Work to complete —
Narrow the data below down to the lines containing "Monseñor".

(Stored data entries)
[Start of Attachment]
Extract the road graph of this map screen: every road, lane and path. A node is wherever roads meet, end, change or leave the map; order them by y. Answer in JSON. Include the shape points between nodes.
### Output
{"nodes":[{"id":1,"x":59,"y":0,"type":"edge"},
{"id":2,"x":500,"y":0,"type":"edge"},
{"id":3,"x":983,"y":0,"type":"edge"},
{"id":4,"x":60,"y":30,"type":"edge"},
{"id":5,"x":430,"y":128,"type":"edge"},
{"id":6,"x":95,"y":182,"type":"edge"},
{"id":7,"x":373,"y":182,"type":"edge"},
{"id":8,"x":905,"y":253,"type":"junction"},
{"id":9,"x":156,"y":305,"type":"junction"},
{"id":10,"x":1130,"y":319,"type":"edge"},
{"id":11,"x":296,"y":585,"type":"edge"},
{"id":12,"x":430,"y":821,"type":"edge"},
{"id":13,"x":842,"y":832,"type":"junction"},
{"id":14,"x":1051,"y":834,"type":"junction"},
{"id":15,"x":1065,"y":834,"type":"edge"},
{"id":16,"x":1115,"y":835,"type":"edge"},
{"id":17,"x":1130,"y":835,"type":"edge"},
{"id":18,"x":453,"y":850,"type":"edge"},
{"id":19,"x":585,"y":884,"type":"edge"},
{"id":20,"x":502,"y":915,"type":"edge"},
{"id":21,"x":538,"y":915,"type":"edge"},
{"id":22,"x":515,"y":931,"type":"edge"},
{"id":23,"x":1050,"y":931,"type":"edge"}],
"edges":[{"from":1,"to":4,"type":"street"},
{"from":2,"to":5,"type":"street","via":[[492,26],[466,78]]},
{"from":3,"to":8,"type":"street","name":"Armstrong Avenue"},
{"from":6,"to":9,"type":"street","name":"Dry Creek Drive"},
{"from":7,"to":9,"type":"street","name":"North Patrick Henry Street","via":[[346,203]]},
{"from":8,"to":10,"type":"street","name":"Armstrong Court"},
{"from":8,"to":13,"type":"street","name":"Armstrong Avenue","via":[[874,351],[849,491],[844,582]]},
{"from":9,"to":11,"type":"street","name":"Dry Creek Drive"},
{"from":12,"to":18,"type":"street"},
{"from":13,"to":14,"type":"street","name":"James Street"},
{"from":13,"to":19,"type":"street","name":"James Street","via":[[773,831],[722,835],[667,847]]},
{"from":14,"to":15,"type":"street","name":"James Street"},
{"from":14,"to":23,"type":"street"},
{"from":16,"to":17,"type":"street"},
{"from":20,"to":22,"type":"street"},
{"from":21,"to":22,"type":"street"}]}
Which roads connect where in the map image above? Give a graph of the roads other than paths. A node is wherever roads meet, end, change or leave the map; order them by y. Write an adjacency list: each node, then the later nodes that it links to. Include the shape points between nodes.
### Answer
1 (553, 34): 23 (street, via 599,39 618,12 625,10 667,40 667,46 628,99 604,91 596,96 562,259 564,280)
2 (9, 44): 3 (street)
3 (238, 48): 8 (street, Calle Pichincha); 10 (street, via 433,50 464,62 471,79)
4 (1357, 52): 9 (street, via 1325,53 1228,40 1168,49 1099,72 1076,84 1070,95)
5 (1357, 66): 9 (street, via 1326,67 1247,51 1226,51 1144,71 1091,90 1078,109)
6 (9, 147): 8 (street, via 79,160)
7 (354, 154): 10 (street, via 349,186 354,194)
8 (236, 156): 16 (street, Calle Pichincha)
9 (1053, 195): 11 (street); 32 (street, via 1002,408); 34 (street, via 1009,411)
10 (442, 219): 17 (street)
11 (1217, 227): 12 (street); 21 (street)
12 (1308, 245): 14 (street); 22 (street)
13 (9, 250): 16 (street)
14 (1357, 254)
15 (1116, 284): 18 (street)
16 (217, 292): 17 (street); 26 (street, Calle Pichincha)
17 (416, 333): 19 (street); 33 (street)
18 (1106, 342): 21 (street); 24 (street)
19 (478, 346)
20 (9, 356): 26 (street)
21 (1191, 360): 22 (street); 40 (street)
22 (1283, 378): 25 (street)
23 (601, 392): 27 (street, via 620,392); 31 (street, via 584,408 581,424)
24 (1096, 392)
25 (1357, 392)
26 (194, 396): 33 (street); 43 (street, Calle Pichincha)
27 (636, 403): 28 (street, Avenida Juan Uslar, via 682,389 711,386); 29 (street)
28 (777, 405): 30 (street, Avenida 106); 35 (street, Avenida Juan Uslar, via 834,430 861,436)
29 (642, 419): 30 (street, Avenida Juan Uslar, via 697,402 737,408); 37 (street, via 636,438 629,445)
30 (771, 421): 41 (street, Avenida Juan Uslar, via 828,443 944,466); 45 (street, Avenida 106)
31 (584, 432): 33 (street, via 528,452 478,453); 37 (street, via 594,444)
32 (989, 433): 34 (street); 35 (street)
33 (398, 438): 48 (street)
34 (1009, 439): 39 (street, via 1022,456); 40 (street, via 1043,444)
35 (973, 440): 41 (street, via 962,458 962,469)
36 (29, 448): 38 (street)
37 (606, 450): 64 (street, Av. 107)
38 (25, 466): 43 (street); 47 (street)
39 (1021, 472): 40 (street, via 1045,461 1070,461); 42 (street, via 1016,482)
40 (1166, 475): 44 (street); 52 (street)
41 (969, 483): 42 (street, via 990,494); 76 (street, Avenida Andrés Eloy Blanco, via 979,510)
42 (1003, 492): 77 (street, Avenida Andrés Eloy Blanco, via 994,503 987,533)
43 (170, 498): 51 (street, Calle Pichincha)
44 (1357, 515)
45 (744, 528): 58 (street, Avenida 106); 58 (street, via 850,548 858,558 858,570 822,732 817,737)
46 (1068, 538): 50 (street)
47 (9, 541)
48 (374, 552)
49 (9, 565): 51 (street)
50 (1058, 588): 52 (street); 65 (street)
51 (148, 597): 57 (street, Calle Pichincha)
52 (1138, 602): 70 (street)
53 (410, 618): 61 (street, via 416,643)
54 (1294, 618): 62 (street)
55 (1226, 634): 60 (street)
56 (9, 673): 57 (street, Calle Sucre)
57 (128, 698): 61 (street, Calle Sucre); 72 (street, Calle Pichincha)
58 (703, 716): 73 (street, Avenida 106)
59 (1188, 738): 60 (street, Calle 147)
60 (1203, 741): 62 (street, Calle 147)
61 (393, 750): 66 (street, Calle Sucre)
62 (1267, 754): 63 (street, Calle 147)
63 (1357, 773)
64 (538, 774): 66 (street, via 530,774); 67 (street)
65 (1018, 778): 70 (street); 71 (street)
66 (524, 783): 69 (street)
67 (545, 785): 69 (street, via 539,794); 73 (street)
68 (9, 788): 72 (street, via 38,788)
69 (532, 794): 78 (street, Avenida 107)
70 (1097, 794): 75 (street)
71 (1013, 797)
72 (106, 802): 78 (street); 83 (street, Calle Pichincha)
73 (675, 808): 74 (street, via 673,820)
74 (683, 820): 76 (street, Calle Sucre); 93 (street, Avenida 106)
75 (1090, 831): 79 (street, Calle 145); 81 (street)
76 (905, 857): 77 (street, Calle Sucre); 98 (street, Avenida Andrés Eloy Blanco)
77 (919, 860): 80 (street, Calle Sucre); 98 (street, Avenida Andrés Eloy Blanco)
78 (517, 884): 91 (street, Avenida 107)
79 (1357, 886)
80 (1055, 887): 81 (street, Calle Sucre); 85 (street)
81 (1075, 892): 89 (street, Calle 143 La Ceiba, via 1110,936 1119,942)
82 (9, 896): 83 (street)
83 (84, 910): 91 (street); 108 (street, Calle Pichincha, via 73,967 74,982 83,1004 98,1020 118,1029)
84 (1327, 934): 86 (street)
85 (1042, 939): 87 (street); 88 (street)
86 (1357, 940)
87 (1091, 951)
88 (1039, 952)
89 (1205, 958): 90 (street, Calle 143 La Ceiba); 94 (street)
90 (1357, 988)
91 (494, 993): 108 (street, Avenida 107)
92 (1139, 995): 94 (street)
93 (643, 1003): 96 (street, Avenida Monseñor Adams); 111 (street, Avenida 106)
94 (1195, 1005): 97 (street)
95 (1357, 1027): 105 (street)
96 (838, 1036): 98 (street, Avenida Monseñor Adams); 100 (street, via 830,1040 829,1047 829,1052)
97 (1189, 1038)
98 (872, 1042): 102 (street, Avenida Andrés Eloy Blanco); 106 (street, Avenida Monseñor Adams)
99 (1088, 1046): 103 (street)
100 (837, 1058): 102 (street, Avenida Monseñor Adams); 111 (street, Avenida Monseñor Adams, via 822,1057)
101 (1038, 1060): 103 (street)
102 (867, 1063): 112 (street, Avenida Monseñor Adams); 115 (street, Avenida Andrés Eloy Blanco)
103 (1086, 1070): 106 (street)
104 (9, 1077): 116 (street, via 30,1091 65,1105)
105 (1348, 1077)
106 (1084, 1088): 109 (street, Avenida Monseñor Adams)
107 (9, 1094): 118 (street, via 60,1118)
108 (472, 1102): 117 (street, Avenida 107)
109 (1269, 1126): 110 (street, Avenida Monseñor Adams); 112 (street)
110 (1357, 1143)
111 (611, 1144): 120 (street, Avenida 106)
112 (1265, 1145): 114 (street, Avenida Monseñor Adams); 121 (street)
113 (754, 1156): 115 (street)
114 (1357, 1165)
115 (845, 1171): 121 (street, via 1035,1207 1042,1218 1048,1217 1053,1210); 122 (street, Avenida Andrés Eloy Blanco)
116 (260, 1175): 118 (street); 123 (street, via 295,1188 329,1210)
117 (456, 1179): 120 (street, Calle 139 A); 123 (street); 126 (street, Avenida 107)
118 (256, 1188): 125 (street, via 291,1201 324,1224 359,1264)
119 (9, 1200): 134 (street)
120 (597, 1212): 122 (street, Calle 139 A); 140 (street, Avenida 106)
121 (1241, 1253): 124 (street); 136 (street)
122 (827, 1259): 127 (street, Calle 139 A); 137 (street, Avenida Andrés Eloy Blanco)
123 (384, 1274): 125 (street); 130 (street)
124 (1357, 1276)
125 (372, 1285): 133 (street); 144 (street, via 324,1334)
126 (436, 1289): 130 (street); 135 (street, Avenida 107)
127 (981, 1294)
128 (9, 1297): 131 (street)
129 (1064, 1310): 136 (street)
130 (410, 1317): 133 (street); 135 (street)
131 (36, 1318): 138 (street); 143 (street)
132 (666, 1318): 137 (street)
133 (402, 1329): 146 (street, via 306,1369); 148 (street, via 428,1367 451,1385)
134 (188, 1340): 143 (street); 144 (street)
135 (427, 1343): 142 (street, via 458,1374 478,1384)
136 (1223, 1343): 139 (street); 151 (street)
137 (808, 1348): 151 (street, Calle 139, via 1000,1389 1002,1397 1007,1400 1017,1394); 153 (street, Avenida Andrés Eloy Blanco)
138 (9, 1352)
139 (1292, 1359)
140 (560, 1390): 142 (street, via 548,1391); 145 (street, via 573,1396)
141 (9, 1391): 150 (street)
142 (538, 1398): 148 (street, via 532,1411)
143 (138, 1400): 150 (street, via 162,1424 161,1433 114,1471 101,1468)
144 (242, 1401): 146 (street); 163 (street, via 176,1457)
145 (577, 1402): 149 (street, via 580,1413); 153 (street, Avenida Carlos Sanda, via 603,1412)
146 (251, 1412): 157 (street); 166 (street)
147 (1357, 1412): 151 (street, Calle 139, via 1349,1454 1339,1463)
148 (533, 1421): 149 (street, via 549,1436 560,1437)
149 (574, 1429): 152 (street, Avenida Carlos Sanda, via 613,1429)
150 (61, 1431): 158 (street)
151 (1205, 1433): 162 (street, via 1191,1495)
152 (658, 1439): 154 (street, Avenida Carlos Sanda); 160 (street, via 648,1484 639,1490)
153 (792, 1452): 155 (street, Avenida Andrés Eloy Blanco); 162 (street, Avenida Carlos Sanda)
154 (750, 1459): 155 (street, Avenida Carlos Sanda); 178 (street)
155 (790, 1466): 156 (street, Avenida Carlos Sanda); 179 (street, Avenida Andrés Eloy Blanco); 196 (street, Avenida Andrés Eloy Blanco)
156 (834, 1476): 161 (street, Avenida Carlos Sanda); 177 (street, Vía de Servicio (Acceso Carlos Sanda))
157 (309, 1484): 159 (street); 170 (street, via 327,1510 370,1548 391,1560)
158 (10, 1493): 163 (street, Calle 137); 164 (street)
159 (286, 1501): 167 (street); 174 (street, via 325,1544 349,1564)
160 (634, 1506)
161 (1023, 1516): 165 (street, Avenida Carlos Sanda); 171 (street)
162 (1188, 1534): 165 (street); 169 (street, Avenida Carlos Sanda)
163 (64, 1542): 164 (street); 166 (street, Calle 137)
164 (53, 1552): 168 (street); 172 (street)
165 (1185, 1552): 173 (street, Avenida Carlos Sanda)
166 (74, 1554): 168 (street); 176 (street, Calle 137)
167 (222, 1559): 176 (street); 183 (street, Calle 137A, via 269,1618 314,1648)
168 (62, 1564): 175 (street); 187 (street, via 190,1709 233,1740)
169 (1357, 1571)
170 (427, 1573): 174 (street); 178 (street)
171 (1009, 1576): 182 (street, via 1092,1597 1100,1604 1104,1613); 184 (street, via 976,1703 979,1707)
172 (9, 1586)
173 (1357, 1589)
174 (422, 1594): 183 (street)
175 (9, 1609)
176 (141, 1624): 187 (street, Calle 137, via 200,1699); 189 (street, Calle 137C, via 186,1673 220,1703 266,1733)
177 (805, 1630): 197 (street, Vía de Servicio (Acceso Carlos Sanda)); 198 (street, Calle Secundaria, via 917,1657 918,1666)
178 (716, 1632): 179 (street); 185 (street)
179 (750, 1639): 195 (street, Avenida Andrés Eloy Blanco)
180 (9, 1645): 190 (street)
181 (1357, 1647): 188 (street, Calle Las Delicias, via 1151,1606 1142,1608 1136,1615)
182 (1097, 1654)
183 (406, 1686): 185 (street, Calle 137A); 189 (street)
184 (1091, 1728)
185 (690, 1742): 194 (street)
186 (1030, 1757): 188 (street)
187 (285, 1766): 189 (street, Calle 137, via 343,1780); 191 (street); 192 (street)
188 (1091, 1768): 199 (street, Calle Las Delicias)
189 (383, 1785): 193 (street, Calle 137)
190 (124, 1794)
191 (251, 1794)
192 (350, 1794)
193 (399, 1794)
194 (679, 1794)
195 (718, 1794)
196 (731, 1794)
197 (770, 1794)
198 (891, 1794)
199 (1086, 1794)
[End of Attachment]
Written reply —
93 (643, 1003): 96 (street, Avenida Monseñor Adams); 111 (street, Avenida 106)
96 (838, 1036): 98 (street, Avenida Monseñor Adams); 100 (street, via 830,1040 829,1047 829,1052)
98 (872, 1042): 102 (street, Avenida Andrés Eloy Blanco); 106 (street, Avenida Monseñor Adams)
100 (837, 1058): 102 (street, Avenida Monseñor Adams); 111 (street, Avenida Monseñor Adams, via 822,1057)
102 (867, 1063): 112 (street, Avenida Monseñor Adams); 115 (street, Avenida Andrés Eloy Blanco)
106 (1084, 1088): 109 (street, Avenida Monseñor Adams)
109 (1269, 1126): 110 (street, Avenida Monseñor Adams); 112 (street)
112 (1265, 1145): 114 (street, Avenida Monseñor Adams); 121 (street)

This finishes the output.